I'm curious because I have a generous deck and a lot of exposed wood on my house. I am also planning to build a wood shed/barn using my CSM'd lumber, that'll probably have some exposed beams and some wood siding. So far I have used conventional stains.


----------



## Texas Traveler (Jul 8, 2009)

mtngun said:


> Not much detail there, but ....... what can you tell us about it ? Is the deck made of pressure treated, or redwood, or just standard 2x lumber ?
> 
> I'm curious because I have a generous deck and a lot of exposed wood on my house. I am also planning to build a wood shed/barn using my CSM'd lumber, that'll probably have some exposed beams and some wood siding. So far I have used conventional stains.

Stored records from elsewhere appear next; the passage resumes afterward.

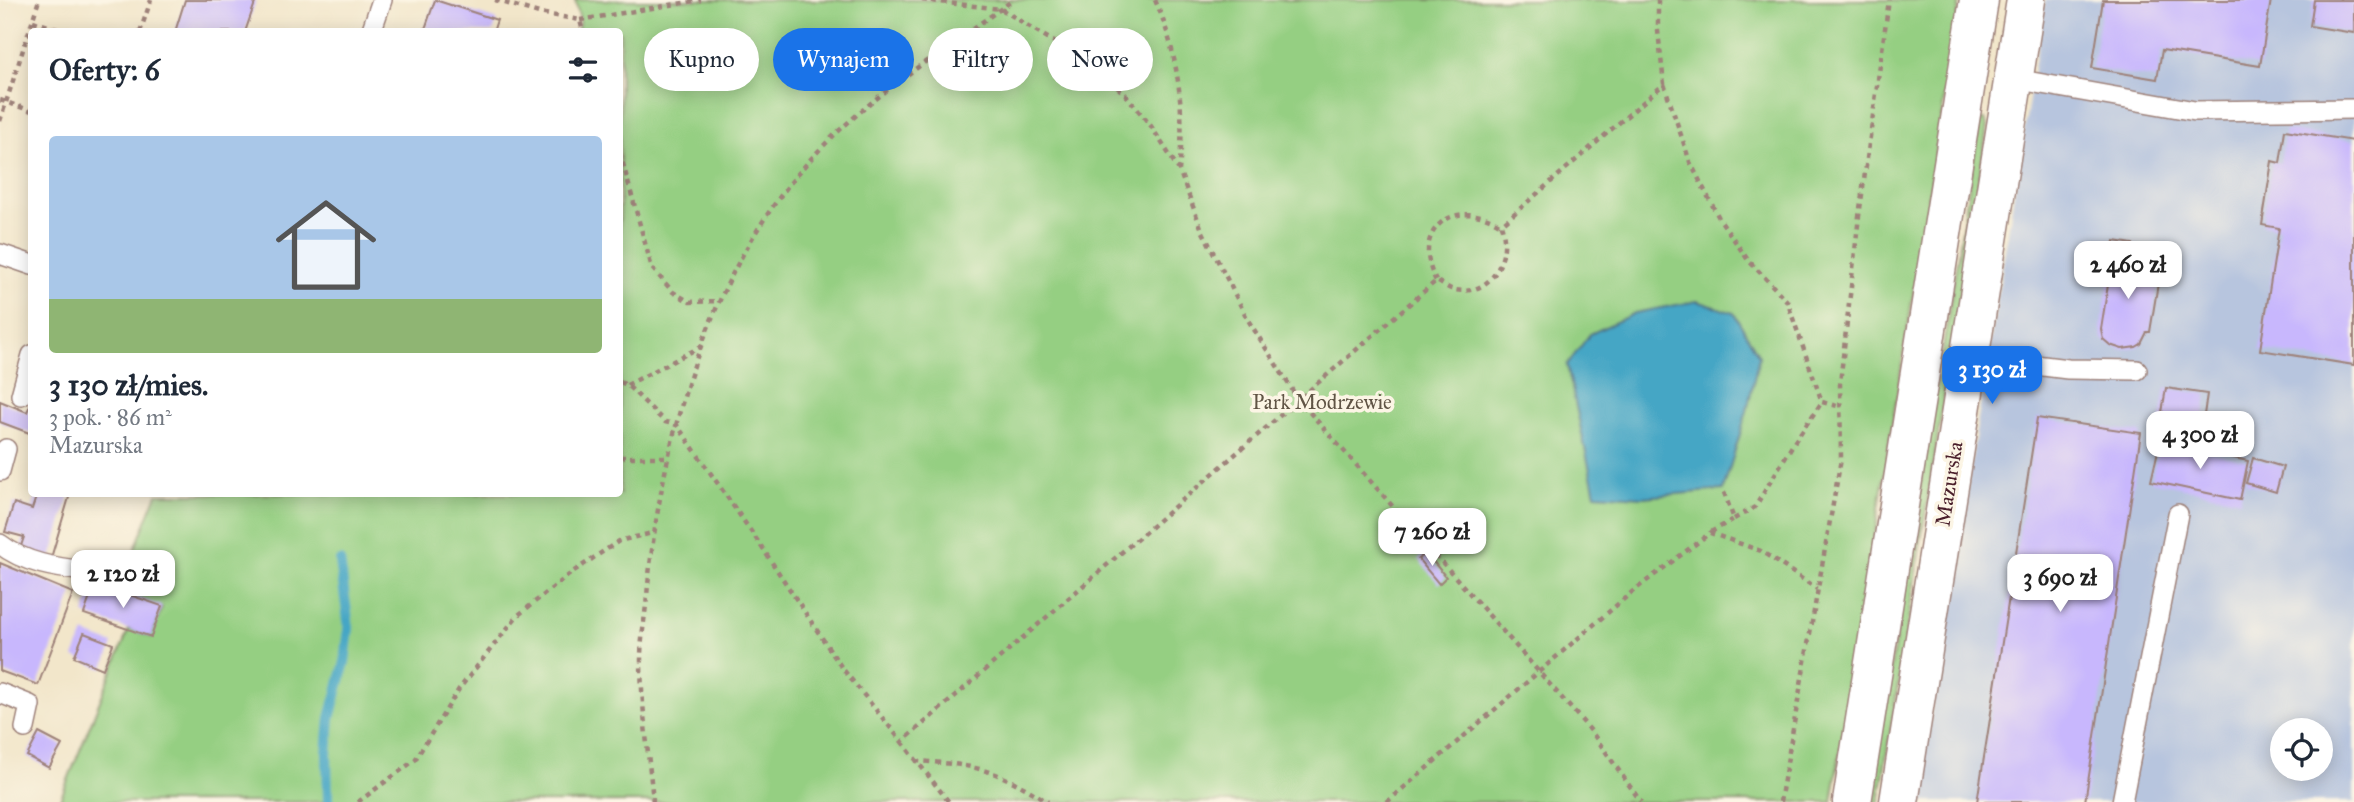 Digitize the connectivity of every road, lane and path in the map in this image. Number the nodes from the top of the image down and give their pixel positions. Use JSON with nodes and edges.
{"nodes":[{"id":1,"x":39,"y":0,"type":"edge"},
{"id":2,"x":151,"y":0,"type":"edge"},
{"id":3,"x":382,"y":0,"type":"edge"},
{"id":4,"x":495,"y":0,"type":"edge"},
{"id":5,"x":701,"y":0,"type":"edge"},
{"id":6,"x":922,"y":0,"type":"edge"},
{"id":7,"x":1013,"y":0,"type":"edge"},
{"id":8,"x":1155,"y":0,"type":"edge"},
{"id":9,"x":1658,"y":0,"type":"edge"},
{"id":10,"x":1889,"y":0,"type":"edge"},
{"id":11,"x":1979,"y":0,"type":"edge"},
{"id":12,"x":2026,"y":0,"type":"edge"},
{"id":13,"x":1001,"y":9,"type":"junction"},
{"id":14,"x":580,"y":20,"type":"junction"},
{"id":15,"x":33,"y":21,"type":"junction"},
{"id":16,"x":31,"y":28,"type":"edge"},
{"id":17,"x":54,"y":28,"type":"edge"},
{"id":18,"x":141,"y":28,"type":"edge"},
{"id":19,"x":372,"y":28,"type":"edge"},
{"id":20,"x":582,"y":28,"type":"edge"},
{"id":21,"x":28,"y":36,"type":"edge"},
{"id":22,"x":1968,"y":70,"type":"junction"},
{"id":23,"x":2014,"y":79,"type":"junction"},
{"id":24,"x":1664,"y":84,"type":"junction"},
{"id":25,"x":0,"y":100,"type":"edge"},
{"id":26,"x":6,"y":102,"type":"junction"},
{"id":27,"x":2354,"y":109,"type":"edge"},
{"id":28,"x":28,"y":110,"type":"edge"},
{"id":29,"x":0,"y":121,"type":"edge"},
{"id":30,"x":623,"y":164,"type":"edge"},
{"id":31,"x":1180,"y":170,"type":"junction"},
{"id":32,"x":1501,"y":225,"type":"junction"},
{"id":33,"x":0,"y":254,"type":"edge"},
{"id":34,"x":28,"y":264,"type":"edge"},
{"id":35,"x":1436,"y":281,"type":"junction"},
{"id":36,"x":720,"y":301,"type":"junction"},
{"id":37,"x":703,"y":346,"type":"junction"},
{"id":38,"x":1970,"y":357,"type":"junction"},
{"id":39,"x":28,"y":370,"type":"edge"},
{"id":40,"x":2137,"y":370,"type":"dead end"},
{"id":41,"x":623,"y":383,"type":"edge"},
{"id":42,"x":627,"y":385,"type":"junction"},
{"id":43,"x":21,"y":395,"type":"dead end"},
{"id":44,"x":1298,"y":399,"type":"junction"},
{"id":45,"x":1822,"y":402,"type":"junction"},
{"id":46,"x":1841,"y":407,"type":"junction"},
{"id":47,"x":677,"y":425,"type":"junction"},
{"id":48,"x":6,"y":449,"type":"dead end"},
{"id":49,"x":623,"y":457,"type":"edge"},
{"id":50,"x":669,"y":457,"type":"junction"},
{"id":51,"x":0,"y":471,"type":"edge"},
{"id":52,"x":1723,"y":490,"type":"dead end"},
{"id":53,"x":2178,"y":514,"type":"dead end"},
{"id":54,"x":1734,"y":519,"type":"junction"},
{"id":55,"x":652,"y":533,"type":"junction"},
{"id":56,"x":1710,"y":533,"type":"junction"},
{"id":57,"x":0,"y":544,"type":"edge"},
{"id":58,"x":86,"y":571,"type":"dead end"},
{"id":59,"x":1817,"y":589,"type":"junction"},
{"id":60,"x":1538,"y":673,"type":"junction"},
{"id":61,"x":0,"y":693,"type":"edge"},
{"id":62,"x":25,"y":728,"type":"dead end"},
{"id":63,"x":902,"y":742,"type":"junction"},
{"id":64,"x":915,"y":761,"type":"junction"},
{"id":65,"x":358,"y":802,"type":"edge"},
{"id":66,"x":653,"y":802,"type":"edge"},
{"id":67,"x":949,"y":802,"type":"edge"},
{"id":68,"x":1048,"y":802,"type":"edge"},
{"id":69,"x":1387,"y":802,"type":"edge"},
{"id":70,"x":1641,"y":802,"type":"edge"},
{"id":71,"x":1780,"y":802,"type":"edge"},
{"id":72,"x":1852,"y":802,"type":"edge"},
{"id":73,"x":1899,"y":802,"type":"edge"},
{"id":74,"x":2122,"y":802,"type":"edge"}],
"edges":[{"from":1,"to":15,"type":"path"},
{"from":2,"to":18,"type":"path"},
{"from":3,"to":19,"type":"lane"},
{"from":4,"to":14,"type":"path"},
{"from":5,"to":14,"type":"path"},
{"from":6,"to":13,"type":"path"},
{"from":7,"to":13,"type":"path"},
{"from":8,"to":31,"type":"path"},
{"from":9,"to":24,"type":"path"},
{"from":10,"to":46,"type":"path"},
{"from":11,"to":22,"type":"main road"},
{"from":12,"to":23,"type":"main road","name":"Mazurska"},
{"from":13,"to":31,"type":"path"},
{"from":13,"to":36,"type":"path"},
{"from":14,"to":20,"type":"path"},
{"from":15,"to":16,"type":"path"},
{"from":15,"to":17,"type":"path"},
{"from":21,"to":26,"type":"path"},
{"from":22,"to":23,"type":"main road"},
{"from":22,"to":72,"type":"main road"},
{"from":23,"to":27,"type":"lane"},
{"from":23,"to":38,"type":"main road","name":"Mazurska"},
{"from":24,"to":32,"type":"path"},
{"from":24,"to":45,"type":"path"},
{"from":25,"to":26,"type":"path"},
{"from":26,"to":28,"type":"path"},
{"from":26,"to":29,"type":"path"},
{"from":30,"to":36,"type":"path"},
{"from":31,"to":44,"type":"path"},
{"from":32,"to":35,"type":"path"},
{"from":32,"to":35,"type":"path"},
{"from":33,"to":34,"type":"lane"},
{"from":35,"to":44,"type":"path"},
{"from":36,"to":37,"type":"path"},
{"from":37,"to":42,"type":"path"},
{"from":37,"to":47,"type":"path"},
{"from":38,"to":40,"type":"lane"},
{"from":38,"to":73,"type":"main road","name":"Mazurska"},
{"from":39,"to":43,"type":"lane"},
{"from":41,"to":42,"type":"path"},
{"from":42,"to":47,"type":"path"},
{"from":44,"to":60,"type":"path"},
{"from":44,"to":63,"type":"path"},
{"from":45,"to":46,"type":"path"},
{"from":45,"to":54,"type":"path"},
{"from":46,"to":59,"type":"path"},
{"from":47,"to":50,"type":"path"},
{"from":47,"to":63,"type":"path"},
{"from":48,"to":51,"type":"lane"},
{"from":49,"to":50,"type":"path"},
{"from":50,"to":55,"type":"path"},
{"from":52,"to":54,"type":"path"},
{"from":53,"to":74,"type":"lane"},
{"from":54,"to":56,"type":"path"},
{"from":55,"to":65,"type":"path"},
{"from":55,"to":66,"type":"path"},
{"from":56,"to":59,"type":"path"},
{"from":56,"to":60,"type":"path"},
{"from":57,"to":58,"type":"lane"},
{"from":59,"to":71,"type":"path"},
{"from":60,"to":69,"type":"path"},
{"from":60,"to":70,"type":"path"},
{"from":61,"to":62,"type":"lane"},
{"from":63,"to":64,"type":"path"},
{"from":64,"to":67,"type":"path"},
{"from":64,"to":68,"type":"path"}]}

 It is pine pressure treated & on the North side of the house.

In the winter & spring it stayed wet. in the summers extreme heat it twisted & warped.
Being retired & with a fixed income, I was desperate for a solution. The deck was about 5 years old & already looked like it needed replacement

I put the pine tar on straight first it dried for 2 days, then second coat mixed with half & half with spar varnish.

I know it looks ugly as sin but the boards straighten out & the cracks closed up. I had to use walk boards the first summer but it weathered out a brown color the next year & just as stable as rock.

One of the homes rear door was at the deck, the second one at a rear bedroom. More or less a fire escape
The home built into the hill-side put most of the homes second floor at ground level at the rear of the home.
Being surrounded almost by 360 acres of woods & on a hillside
I was limited by what I could do in fencing & access to the home itself.
over the years I had trucked in over 3000 yards of fill dirt at a hefty price.
I had paved the ally put a double carport at the rear plus a concrete patio for a safer rear entry.


----------



## mtngun (Jul 8, 2009)

Stockholm tar is an interesting alternative to stain or copper treatments. Especially to those of us who mill our own lumber and would like to use it for outdoor applications.

After all, it is a proven finish for wooden ships.

The downside is that it is expensive and I would probably have to order it. But, if it works......

My deck is pressure treated pine. It seems like most of the PT lumber is made with pine. Pine soaks up the chemical well, but it is weak and warps easily. I stained my PT deck, but the stain wears off quickly in high traffic areas.

I'm thinking in the future I may use my milled doug fir with a stockholm tar finish. I might thin the stockholm tar, though, so it would soak in deeper, dry faster, and maybe produce a lighter color.


----------



## Texas Traveler (Jul 8, 2009)

mtngun said:


> Stockholm tar is an interesting alternative to stain or copper treatments. Especially to those of us who mill our own lumber and would like to use it for outdoor applications.
> 
> After all, it is a proven finish for wooden ships.
> 
> ...


 If you put it on in the heat & the wood is dry it will soak up straight pine tar like a spong.

Noxadal has a lighter pine tar color mixed with BLO, but you could do that yourself.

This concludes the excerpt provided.